Personal information
- Nationality: Japanese
- Born: July 9, 1980 (age 45) Akiruno, Tokyo, Japan

Sport
- Country: Japan
- Sport: Alpine skiing
- Event(s): Downhill slalom Giant slalom Super combined Super G

Medal record
Men's para alpine skiing
Representing Japan
Paralympic Games
| Silver medal – second place | 2006 Turin | Giant slalom, sitting |
| Silver medal – second place | 2010 Vancouver | Downhill, sitting |
| Bronze medal – third place | 2010 Vancouver | Super-G, sitting |
| Bronze medal – third place | 2022 Beijing | Downhill, sitting |
| Bronze medal – third place | 2022 Beijing | Super-G, sitting |
World Championships
| Gold medal – first place | 2013 La Molina | Giant slalom, sitting |
| Gold medal – first place | 2013 La Molina | Super combined, sitting |
| Gold medal – first place | 2023 Lleida | Super-G, sitting |
| Silver medal – second place | 2013 La Molina | Slalom, sitting |
| Silver medal – second place | 2015 Panorama | Slalom, sitting |
| Silver medal – second place | 2023 Lleida | Downhill, sitting |
| Bronze medal – third place | 2015 Panorama | Downhill, sitting |
| Bronze medal – third place | 2023 Lleida | Slalom, sitting |

= Taiki Morii =

Japanese para-alpine skier

Taiki Morii (森井 大輝, Morii Taiki) is a Japanese alpine skier and Paralympian.

==Career==
He competed in the 2002 Winter Paralympics in Salt Lake City, United States, where he placed sixth at the Slalom and eighth at the Giant slalom, sitting LW11.
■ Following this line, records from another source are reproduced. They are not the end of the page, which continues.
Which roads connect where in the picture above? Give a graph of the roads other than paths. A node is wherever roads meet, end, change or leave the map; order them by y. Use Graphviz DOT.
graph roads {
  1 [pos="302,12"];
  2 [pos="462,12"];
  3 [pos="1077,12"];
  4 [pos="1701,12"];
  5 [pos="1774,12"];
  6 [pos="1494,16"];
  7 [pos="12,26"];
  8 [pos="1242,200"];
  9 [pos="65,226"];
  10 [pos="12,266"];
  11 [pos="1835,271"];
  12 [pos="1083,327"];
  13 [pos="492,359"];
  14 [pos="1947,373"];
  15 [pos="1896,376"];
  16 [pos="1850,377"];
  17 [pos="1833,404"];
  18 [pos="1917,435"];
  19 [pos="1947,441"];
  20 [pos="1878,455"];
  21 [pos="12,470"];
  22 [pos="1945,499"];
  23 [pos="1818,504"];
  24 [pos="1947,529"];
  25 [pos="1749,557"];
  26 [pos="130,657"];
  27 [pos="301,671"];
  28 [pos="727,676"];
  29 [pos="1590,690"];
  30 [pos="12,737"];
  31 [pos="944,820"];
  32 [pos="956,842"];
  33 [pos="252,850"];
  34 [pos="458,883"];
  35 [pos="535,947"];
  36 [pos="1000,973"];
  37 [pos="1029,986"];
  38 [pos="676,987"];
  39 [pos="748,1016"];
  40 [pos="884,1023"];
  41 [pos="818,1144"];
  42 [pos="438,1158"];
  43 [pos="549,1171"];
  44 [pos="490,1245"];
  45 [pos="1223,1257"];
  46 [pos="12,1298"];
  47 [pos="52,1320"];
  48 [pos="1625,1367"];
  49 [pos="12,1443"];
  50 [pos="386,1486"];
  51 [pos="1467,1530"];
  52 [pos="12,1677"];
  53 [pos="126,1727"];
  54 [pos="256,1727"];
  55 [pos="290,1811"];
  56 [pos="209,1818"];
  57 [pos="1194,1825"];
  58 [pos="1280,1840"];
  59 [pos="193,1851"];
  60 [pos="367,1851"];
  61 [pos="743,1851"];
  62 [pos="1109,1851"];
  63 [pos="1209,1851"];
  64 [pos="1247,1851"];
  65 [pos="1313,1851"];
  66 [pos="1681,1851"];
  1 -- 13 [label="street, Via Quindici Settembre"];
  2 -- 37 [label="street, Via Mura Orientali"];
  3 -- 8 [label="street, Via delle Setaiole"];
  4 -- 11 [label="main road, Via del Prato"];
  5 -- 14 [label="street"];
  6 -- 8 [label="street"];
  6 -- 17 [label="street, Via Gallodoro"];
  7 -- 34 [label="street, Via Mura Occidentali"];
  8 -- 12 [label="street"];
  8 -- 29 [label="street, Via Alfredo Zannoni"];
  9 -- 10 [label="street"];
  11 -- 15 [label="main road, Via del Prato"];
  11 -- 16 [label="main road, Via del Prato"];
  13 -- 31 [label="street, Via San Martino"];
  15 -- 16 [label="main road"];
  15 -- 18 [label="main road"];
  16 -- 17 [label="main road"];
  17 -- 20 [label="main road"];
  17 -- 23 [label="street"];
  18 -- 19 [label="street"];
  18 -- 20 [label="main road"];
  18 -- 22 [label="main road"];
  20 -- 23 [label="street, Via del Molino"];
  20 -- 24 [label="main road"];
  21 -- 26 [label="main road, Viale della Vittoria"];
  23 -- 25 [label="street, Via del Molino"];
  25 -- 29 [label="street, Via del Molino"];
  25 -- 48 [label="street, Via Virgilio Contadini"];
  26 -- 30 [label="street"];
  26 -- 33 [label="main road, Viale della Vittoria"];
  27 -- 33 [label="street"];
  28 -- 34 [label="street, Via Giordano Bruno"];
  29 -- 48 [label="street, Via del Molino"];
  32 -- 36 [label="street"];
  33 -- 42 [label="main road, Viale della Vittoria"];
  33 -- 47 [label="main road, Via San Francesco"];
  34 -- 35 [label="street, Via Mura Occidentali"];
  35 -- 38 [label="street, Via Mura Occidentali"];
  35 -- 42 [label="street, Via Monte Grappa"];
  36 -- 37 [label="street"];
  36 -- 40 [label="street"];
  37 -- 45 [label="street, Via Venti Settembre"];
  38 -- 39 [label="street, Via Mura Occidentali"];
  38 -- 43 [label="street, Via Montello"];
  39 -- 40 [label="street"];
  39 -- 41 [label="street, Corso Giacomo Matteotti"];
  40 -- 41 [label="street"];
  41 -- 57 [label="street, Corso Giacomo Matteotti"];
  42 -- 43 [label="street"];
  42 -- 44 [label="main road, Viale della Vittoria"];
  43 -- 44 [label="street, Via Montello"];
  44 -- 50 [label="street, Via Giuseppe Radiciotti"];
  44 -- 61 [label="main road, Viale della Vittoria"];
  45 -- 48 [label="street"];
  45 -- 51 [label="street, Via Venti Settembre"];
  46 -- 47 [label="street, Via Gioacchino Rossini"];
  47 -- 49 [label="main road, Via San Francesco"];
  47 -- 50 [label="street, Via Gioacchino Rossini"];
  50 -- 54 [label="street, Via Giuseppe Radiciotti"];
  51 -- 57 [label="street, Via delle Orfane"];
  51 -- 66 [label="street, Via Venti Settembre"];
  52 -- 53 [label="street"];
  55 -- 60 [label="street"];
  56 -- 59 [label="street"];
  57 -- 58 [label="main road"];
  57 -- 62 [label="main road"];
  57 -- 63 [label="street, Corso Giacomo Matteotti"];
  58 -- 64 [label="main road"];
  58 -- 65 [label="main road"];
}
At the 2006 Winter Paralympics in Turin, Italy, he took the silver medal in the Giant slalom, sitting, and he placed ninth in the Downhill, fourth in the Slalom, and sixth in the Super-G, sitting.

He competed at the 2010 Winter Paralympics in Vancouver, British Columbia, Canada.
He won a silver medal in the Downhill and bronze in the Super-G, sitting. He placed seventh at the Giant slalom, seventh in the Slalom, and fourth in the Super combined, sitting.